Trello is an incredible app for project management and organizing your tasks. It also makes working with teammates much easier. But not everyone likes it or wants to sign up for a new service. There are enough free kanban board apps to ditch Trello.
Trello’s interface can feel off-putting and old-fashioned. And the features are limited. You can get Trello Gold for free for a limited time, which gives you advanced features, but you’ll eventually have to pay for those.
Of course, using Trello means that your data is being stored on yet another server. Safety of data aside, it means you have to connect it to other services that you or your team uses, to access your files and images.
There are alternative ways to do things, possibly better too.
1. KanbanFlow (Web): Simple Alternative With Built-In Pomodoro
Trello is based on a productivity technique called kanban, originally developed by Toyota. KanbanFlow is the simplest implementation of it. You can create boards, add cards to boards, and move things around in a simple drag-and-drop interface. It’s the most intuitive kanban app, even more so than Trello.
KanbanFlow also adds one other popular productivity technique, the Pomodoro timer. This is all about working in short, focused bursts so your concentration levels remain high. Harry found that a Pomodoro timer changed his work life, so you can use KanbanFlow to incorporate it for all the tasks on your plate today.
One other thing to note about KanbanFlow is how well the mobile site works. You can fire up any browser, go to KanbanFlow, and you’ll be able to work with it flawlessly. That’s not something which can be said about most kanban apps.
2. GitHub Projects (Web): Trello for Developers
If you’re a developer, then you probably already have a GitHub account. Whether you use the free version or the paid one, you’ll be pleased to know that GitHub now has a Trello-like kanban board built into it.

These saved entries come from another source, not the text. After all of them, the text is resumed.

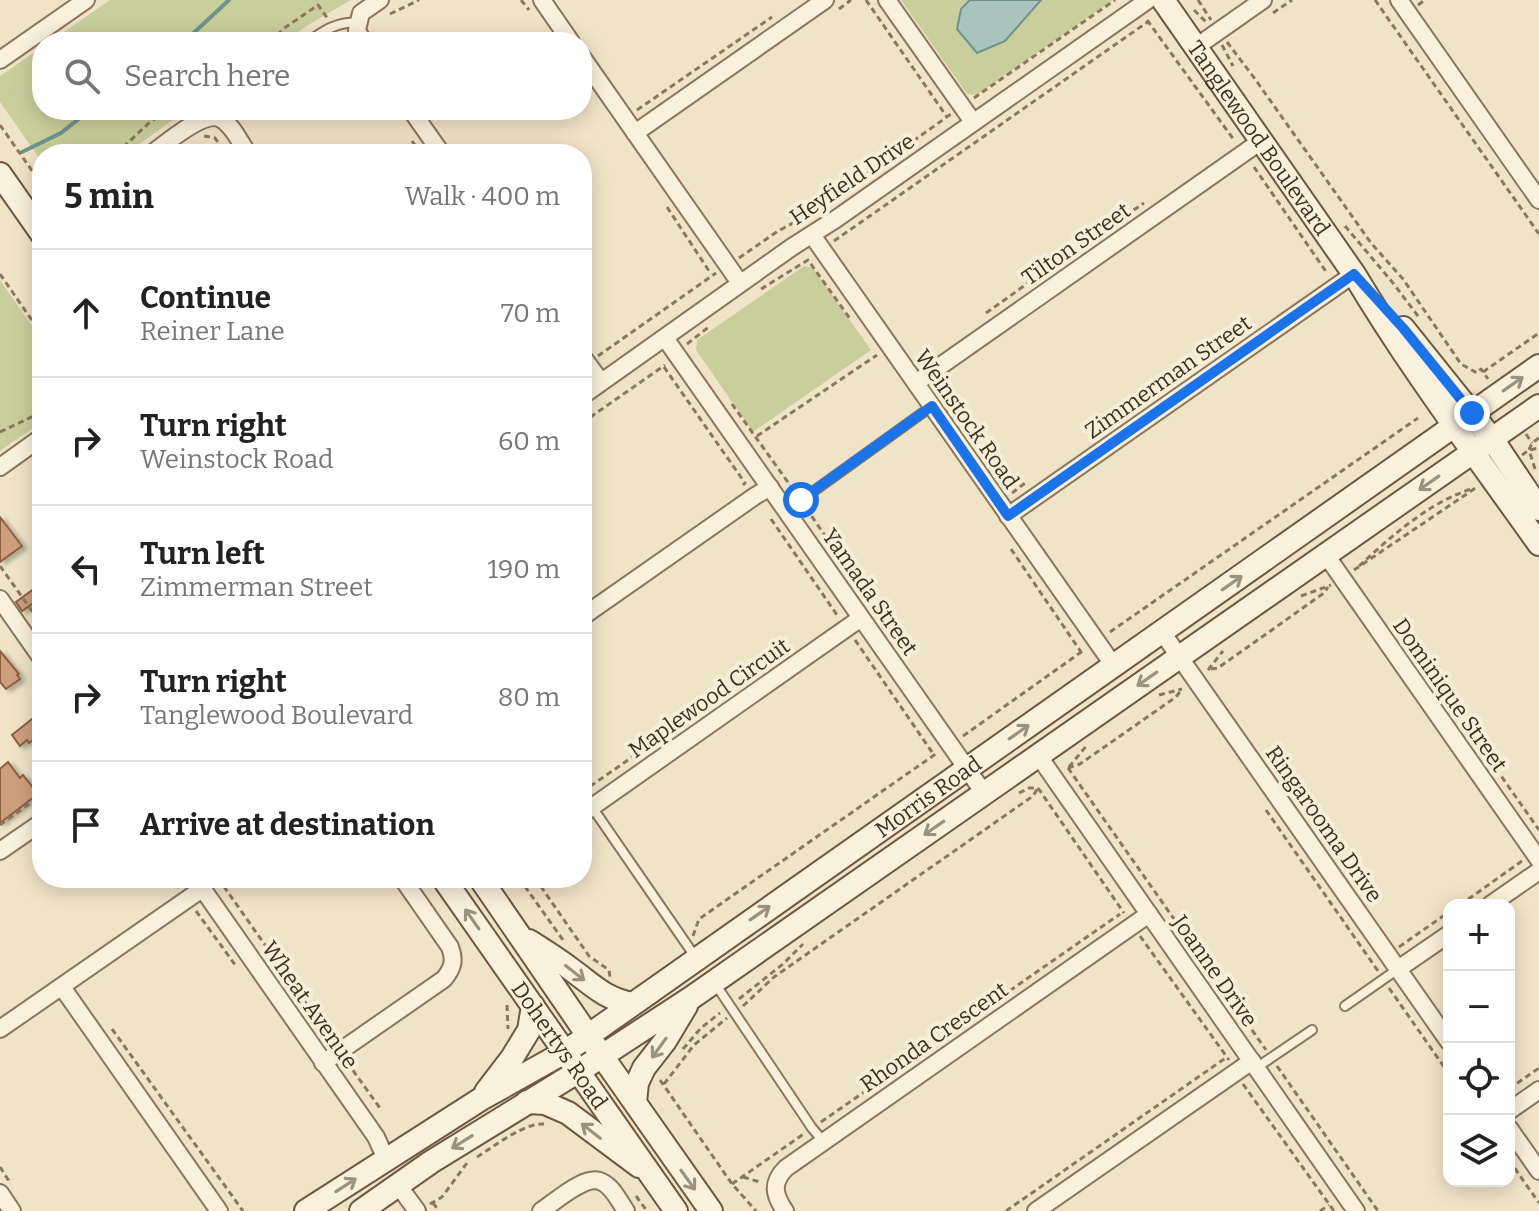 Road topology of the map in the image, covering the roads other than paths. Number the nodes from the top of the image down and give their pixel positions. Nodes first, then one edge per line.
1 (86, 0) edge
2 (542, 0) edge
3 (825, 0) edge
4 (887, 0) edge
5 (1263, 0) edge
6 (1399, 0) edge
7 (1143, 3) edge
8 (1172, 3) edge
9 (383, 8) edge
10 (358, 22) junction
11 (40, 32) edge
12 (324, 32) edge
13 (358, 32) edge
14 (564, 32) edge
15 (32, 38) edge
16 (1210, 38) junction
17 (0, 60) edge
18 (592, 71) edge
19 (200, 120) edge
20 (223, 120) edge
21 (418, 120) edge
22 (973, 122) junction
23 (635, 133) junction
24 (1261, 141) junction
25 (165, 144) edge
26 (241, 144) edge
27 (435, 144) edge
28 (0, 174) edge
29 (1539, 200) edge
30 (32, 220) edge
31 (812, 235) junction
32 (1354, 274) junction
33 (740, 283) junction
34 (665, 338) junction
35 (1539, 366) edge
36 (592, 370) edge
37 (601, 382) junction
38 (916, 383) junction
39 (592, 389) edge
40 (932, 406) junction
41 (1539, 406) edge
42 (1463, 419) junction
43 (32, 444) edge
44 (1483, 445) junction
45 (0, 467) edge
46 (770, 487) junction
47 (1539, 509) edge
48 (786, 511) junction
49 (1008, 516) junction
50 (1539, 544) edge
51 (1326, 555) junction
52 (0, 599) edge
53 (592, 610) edge
54 (861, 618) junction
55 (1162, 632) junction
56 (32, 645) edge
57 (1180, 657) junction
58 (1114, 666) junction
59 (1038, 755) junction
60 (967, 769) junction
61 (984, 793) junction
62 (592, 807) edge
63 (592, 818) edge
64 (32, 829) edge
65 (0, 851) edge
66 (1537, 856) edge
67 (1539, 871) edge
68 (191, 888) edge
69 (201, 888) edge
70 (409, 888) edge
71 (450, 888) edge
72 (487, 888) edge
73 (1499, 899) edge
74 (1149, 914) junction
75 (520, 935) junction
76 (1443, 938) edge
77 (691, 950) junction
78 (1398, 969) junction
79 (713, 982) junction
80 (62, 987) junction
81 (691, 998) junction
82 (632, 1004) junction
83 (533, 1006) junction
84 (1345, 1006) dead end
85 (0, 1029) edge
86 (1312, 1030) dead end
87 (1443, 1033) edge
88 (587, 1035) junction
89 (565, 1052) junction
90 (602, 1056) junction
91 (323, 1063) junction
92 (1254, 1065) junction
93 (579, 1071) junction
94 (1539, 1090) edge
95 (481, 1099) junction
96 (527, 1102) junction
97 (635, 1102) junction
98 (1515, 1107) edge
99 (1515, 1137) edge
100 (823, 1141) junction
101 (386, 1159) junction
102 (1539, 1171) edge
103 (650, 1173) junction
104 (398, 1185) junction
105 (0, 1193) edge
106 (1353, 1210) edge
107 (12, 1211) edge
108 (219, 1211) edge
109 (306, 1211) edge
110 (361, 1211) edge
111 (417, 1211) edge
112 (541, 1211) edge
113 (626, 1211) edge
114 (676, 1211) edge
115 (711, 1211) edge
116 (785, 1211) edge
117 (1036, 1211) edge

1 - 11 street
2 - 14 street
3 - 23 street
4 - 22 street
5 - 16 street
6 - 29 street
7 - 22 street, Heyfield Drive
8 - 16 street, Tanglewood Boulevard
9 - 10 street
10 - 12 lane
10 - 13 street
15 - 17 street
16 - 24 street, Tanglewood Boulevard
18 - 23 street
19 - 25 street
20 - 26 street
21 - 27 street
22 - 31 street, Heyfield Drive
23 - 33 street
24 - 32 street, Tanglewood Boulevard
24 - 38 street, Tilton Street
28 - 30 street
31 - 33 street, Heyfield Drive
31 - 38 street, Weinstock Road
32 - 42 street, Tanglewood Boulevard
32 - 49 street, Zimmerman Street
33 - 34 street, Heyfield Drive
34 - 37 street, Heyfield Drive
34 - 46 street, Yamada Street
42 -> 35 street, Morris Road
36 - 37 street
37 - 39 street, Heyfield Drive
38 - 40 street, Weinstock Road
40 - 48 lane
40 - 49 street, Weinstock Road
41 - 44 street, Morris Road
42 - 44 street, Tanglewood Boulevard
55 -> 42 street, Morris Road
43 - 45 street
44 - 47 street
44 - 50 street
44 -> 51 street, Morris Road
46 - 48 street, Yamada Street
46 - 53 street
48 - 54 street, Yamada Street
49 - 58 street, Weinstock Road
51 - 57 street, Morris Road
51 - 66 street, Dominique Street
52 - 56 street
54 - 60 street, Yamada Street
54 - 62 street, Maplewood Circuit
55 - 57 street, Ringarooma Drive
55 - 58 street, Morris Road
57 -> 59 street, Morris Road
57 - 78 street, Ringarooma Drive
60 -> 58 street, Morris Road
59 - 61 street, Morris Road
59 - 74 street, Joanne Drive
60 - 61 street, Yamada Street
77 -> 60 street, Morris Road
61 -> 79 street, Morris Road
63 - 77 lane
64 - 65 street
67 - 73 street
68 - 80 street
69 - 91 street, Wheat Avenue
70 - 91 street
83 -> 71 street, Dohertys Road
72 - 75 street, Dohertys Road
74 - 92 street, Joanne Drive
74 - 100 street, Rhonda Crescent
75 -> 82 street
75 - 88 street, Dohertys Road
76 - 78 street
77 - 82 street, Morris Road
78 - 84 lane
78 - 87 street, Ringarooma Drive
79 - 81 street, Morris Road
79 - 100 lane
80 - 85 street
80 - 108 street
81 - 90 street, Morris Road
81 -> 97 street
82 - 88 street, Morris Road
83 - 89 street, Dohertys Road
83 - 95 street
86 - 92 lane
88 - 89 street, Morris Road
88 - 90 street, Dohertys Road
89 - 93 street, Dohertys Road
89 - 95 street, Morris Road
90 - 93 street, Morris Road
90 - 97 street, Dohertys Road
91 - 101 street, Wheat Avenue
92 - 106 street, Joanne Drive
92 - 117 street
93 - 96 street, Morris Road
93 - 103 street, Dohertys Road
94 - 98 street
95 - 101 street, Morris Road
103 -> 96 street
96 -> 104 street, Morris Road
97 -> 115 street, Dohertys Road
99 - 102 street
100 - 116 street, Rhonda Crescent
101 - 104 street
109 -> 101 street, Morris Road
103 - 114 street, Dohertys Road
104 - 110 street, Morris Road
104 - 111 street
105 - 107 street
112 - 113 street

It’s under the Projects tab in your dashboard, and it’s marvelous.
GitHub Projects lets you create as many columns or boards as you want, and add as many tasks or cards as you want. There are no limitations. Each card can be a simple note, or turned into a GitHub issue. You can assign cards to other GitHub users you are collaborating with, making it easier to distribute your work among the team.
GitHub Projects is so good that it’s reason enough to sign up for an account. It’s not just for developers, anyone can use GitHub for creative work.

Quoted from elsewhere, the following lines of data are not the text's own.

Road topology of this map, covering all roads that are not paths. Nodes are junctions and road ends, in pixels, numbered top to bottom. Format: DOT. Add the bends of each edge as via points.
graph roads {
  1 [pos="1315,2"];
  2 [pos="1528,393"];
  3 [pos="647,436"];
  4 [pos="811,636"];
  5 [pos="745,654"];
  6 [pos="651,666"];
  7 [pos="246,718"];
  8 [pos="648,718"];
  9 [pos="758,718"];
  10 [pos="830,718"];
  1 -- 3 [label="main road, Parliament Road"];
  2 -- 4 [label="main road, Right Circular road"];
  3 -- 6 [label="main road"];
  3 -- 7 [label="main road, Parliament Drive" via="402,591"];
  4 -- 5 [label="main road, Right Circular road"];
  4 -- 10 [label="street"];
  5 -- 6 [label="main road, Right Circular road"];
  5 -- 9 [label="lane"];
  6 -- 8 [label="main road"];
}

3. Microsoft Planner (Web): A Trello Made for Microsoft Office
Under the new CEO Satya Nadella, Microsoft has been focusing heavily on productivity tools. A project management tool was a natural step then. Microsoft Planner mimics the functions of Trello, but plugs deep into your Office Live account to access OneDrive storage, OneNote files, and all your Word, Excel, and PowerPoint files stored online.
Like Trello, you can create Cards and Boards for individual tasks and large projects, respectively. Each card can be colored individually, set a deadline, add attachments, and so on. Since Trello is integrated into Office 365, these attachments can be the Microsoft Office files you and your teammates are already working on. Planner also has an integrated chat to discuss all your plans.
If you have bought an Office 365 subscription, then Planner is part of the suite now. It’s available for some Office 365 subscribers already. If you haven’t already got access, you should see it in a couple of weeks, according to Microsoft.
4. Sortd (Chrome): Trello for Your Gmail Inbox
So many of us use our email inbox as a makeshift task and project management tool. What we need to do is more often than not emailed to us, as are things we need to follow up on. So why would you want a separate app to organize all that? Just do it in your inbox with Sortd, a smart skin for Gmail.
Sortd turns your Gmail into a Trello-like board, so you can arrange emails according to whatever “board” or column they should fall under. Emails, like any other task, have a simple flow: Discuss, take an action, follow up on the action, add it to the “finished” pile. That’s what Sortd brings to the table, in the simplest way possible.
In case you like it, get the Sortd app for your Android or iPhone to further push the possibilities of email-based project management.
Download — Sortd Smart Skin for Gmail for Google Chrome (Free)
5. Essential Kanban Condensed (eBook): From the “Father” of the Kanban Method
While the kanban technique originated in Toyota, management guru David Anderson is credited with distilling it into a concise productivity method. Widely acknowledged as the “father” of the kanban method, Anderson has co-authored a book explaining the basics of kanban — and you can get it for free!
To access Essential Kanban Condensed, you’ll need to sign up for a newsletter from LeanKanban. Give it your details, sign up with a temporary email, and then filter out that email address once you’re done downloading the PDF.
The book is actually quite detailed, so don’t fall for the “condensed” in the name. Of course, it helps that Anderson himself is talking about the method since he arguably knows more about it than anyone else.
To Trello or Not to Trello?
I’ve tried to get into the Trello habit many times, but there’s something about the app that makes me fall out of love with it after a month or so of usage. Maybe it’s the interface, maybe it’s something else. But these other kanban apps are fantastic and I regularly use KanbanFlow and Sortd. Microsoft Planner seems like a really useful tool as well.
What’s your take on Trello? Are you ready to switch or happy with how it’s functioning right now? What would make you ditch Trello?